Germany announces new "Feminist" Foreign Policy
Germany's center-left government on Wednesday announced new feminist guidelines to shape its diplomacy and development work. This includes the creation of a new "feminist foreign policy ambassador" role.
Germany will lobby to ensure that women's issues are more in focus globally, that women are better represented and that the country's generous development funds are allocated more to projects that address gender inequality, according to the guidelines.
Given Germany's influence as Europe's largest economy and a key diplomatic actor, the move gives new impetus to the feminist foreign policy movement pioneered by the left-wing Swedish government in 2014. Similar policies have been adopted in recent years by other countries like Canada, France, Mexico and Spain, although Sweden abandoned it last year after switching to a right-wing government.
"We will work hard to give our foreign service a more feminine face and increase the proportion of women in senior positions," Germany's first female foreign minister, Annalena Baerbock, said in the introduction to the 88-page feminist foreign policy guidelines. Only 26% of German ambassadors are currently women. "We will also allocate our financial resources more systematically in the service of feminist foreign policy," said the Greens politician.
Baerbock made a point of addressing gender-related issues during her travels, such as sexual violence during the conflict in Ukraine and abortion in the United States. Critics say the government should avoid appearing as a moralizer. Sweden has antagonized several allies after it began to focus more on gender equality and human rights in its diplomacy.

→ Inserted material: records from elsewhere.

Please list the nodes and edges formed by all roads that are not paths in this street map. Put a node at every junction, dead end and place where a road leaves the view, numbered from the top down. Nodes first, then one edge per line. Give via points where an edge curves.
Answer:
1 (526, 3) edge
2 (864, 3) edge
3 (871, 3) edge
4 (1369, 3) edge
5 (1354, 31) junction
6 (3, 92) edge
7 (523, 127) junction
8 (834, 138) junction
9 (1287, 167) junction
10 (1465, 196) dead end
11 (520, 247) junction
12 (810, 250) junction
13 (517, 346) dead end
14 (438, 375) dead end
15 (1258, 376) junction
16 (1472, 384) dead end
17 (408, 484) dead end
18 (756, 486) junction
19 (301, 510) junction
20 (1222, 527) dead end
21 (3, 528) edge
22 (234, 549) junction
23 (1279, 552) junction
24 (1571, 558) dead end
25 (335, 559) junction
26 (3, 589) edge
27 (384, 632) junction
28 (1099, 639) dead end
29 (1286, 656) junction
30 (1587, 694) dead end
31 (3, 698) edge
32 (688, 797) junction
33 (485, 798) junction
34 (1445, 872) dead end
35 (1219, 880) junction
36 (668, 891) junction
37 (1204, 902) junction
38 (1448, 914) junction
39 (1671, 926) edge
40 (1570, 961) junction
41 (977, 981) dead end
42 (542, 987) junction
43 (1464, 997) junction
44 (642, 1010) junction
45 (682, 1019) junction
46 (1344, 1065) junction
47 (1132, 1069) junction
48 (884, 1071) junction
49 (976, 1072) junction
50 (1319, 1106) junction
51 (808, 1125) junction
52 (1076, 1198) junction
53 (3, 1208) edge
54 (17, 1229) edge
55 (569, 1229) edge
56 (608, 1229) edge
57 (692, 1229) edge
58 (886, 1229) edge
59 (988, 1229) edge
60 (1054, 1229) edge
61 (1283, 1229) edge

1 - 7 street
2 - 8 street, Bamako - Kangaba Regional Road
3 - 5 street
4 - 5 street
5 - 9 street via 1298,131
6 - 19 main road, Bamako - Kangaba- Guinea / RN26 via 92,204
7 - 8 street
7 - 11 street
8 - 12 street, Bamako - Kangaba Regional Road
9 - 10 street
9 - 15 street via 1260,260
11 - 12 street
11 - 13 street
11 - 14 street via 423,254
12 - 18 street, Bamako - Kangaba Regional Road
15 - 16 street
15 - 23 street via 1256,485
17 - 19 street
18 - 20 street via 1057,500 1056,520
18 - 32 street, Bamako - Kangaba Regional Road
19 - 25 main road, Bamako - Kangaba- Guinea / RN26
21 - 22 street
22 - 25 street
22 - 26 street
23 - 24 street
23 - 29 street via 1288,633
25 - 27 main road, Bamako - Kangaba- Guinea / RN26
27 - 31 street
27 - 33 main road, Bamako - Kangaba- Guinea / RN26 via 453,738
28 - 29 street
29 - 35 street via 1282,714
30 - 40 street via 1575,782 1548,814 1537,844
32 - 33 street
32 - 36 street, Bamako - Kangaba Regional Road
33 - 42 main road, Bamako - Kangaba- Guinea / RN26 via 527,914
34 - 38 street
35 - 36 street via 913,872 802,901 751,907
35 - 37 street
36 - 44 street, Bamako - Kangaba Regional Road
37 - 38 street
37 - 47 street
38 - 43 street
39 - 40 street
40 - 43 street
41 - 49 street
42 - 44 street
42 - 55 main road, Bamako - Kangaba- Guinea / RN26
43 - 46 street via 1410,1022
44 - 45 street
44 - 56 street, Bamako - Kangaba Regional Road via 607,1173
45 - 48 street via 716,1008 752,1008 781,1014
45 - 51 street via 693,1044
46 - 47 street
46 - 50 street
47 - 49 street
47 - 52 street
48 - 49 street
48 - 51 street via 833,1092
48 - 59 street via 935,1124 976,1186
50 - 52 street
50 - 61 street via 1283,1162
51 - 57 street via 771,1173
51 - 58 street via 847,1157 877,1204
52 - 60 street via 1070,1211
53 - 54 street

"We must not make the mistake of mixing a value-oriented foreign policy with a moralizing foreign policy," Bijan Djir-Sarai, secretary general of junior coalition partner the “Free Democrats”, told broadcaster Die Welt. Baerbock addressed those concerns in a speech on Wednesday introducing the guidelines, saying they were not "a missionary pamphlet with which we naively want to improve the world" and that Germany had much to learn from other countries.
Gender Equality Resources
Going forward, at least 8% of Germany's 12 billion euro development funds will go to projects with gender equality as their primary goal, while 85% should have it as a secondary goal, announced the development ministry.
In 2021, only 64% of these funds were to somehow improve gender quality. Gender will also be taken more into account in foreign policy spending, according to the Foreign Office.
Germany will lobby for increased participation of women in formal peace processes, given that this has been shown to increase the chances of lasting peace, according to policy guidelines. Those guidelines say Germany is well placed to do so as a member of the commission overseeing the UN Peacebuilding Fund and other initiatives. This fund is already supporting the African Union in establishing a network of women mediators.
According to the ministry, Germany will also seek to ensure that European foreign policy focuses more on women's issues. Former conservative Chancellor Angela Merkel became a feminist icon during her 16-year rule of Germany, but it wasn't until the end of her term that she accepted that label and admitted that "we should all be feminists".
And it wasn't until the current centre-left government took office at the end of 2021 that gender issues were brought to the forefront in policy, with Chancellor Olaf Scholz pushing for a gender-balanced cabinet.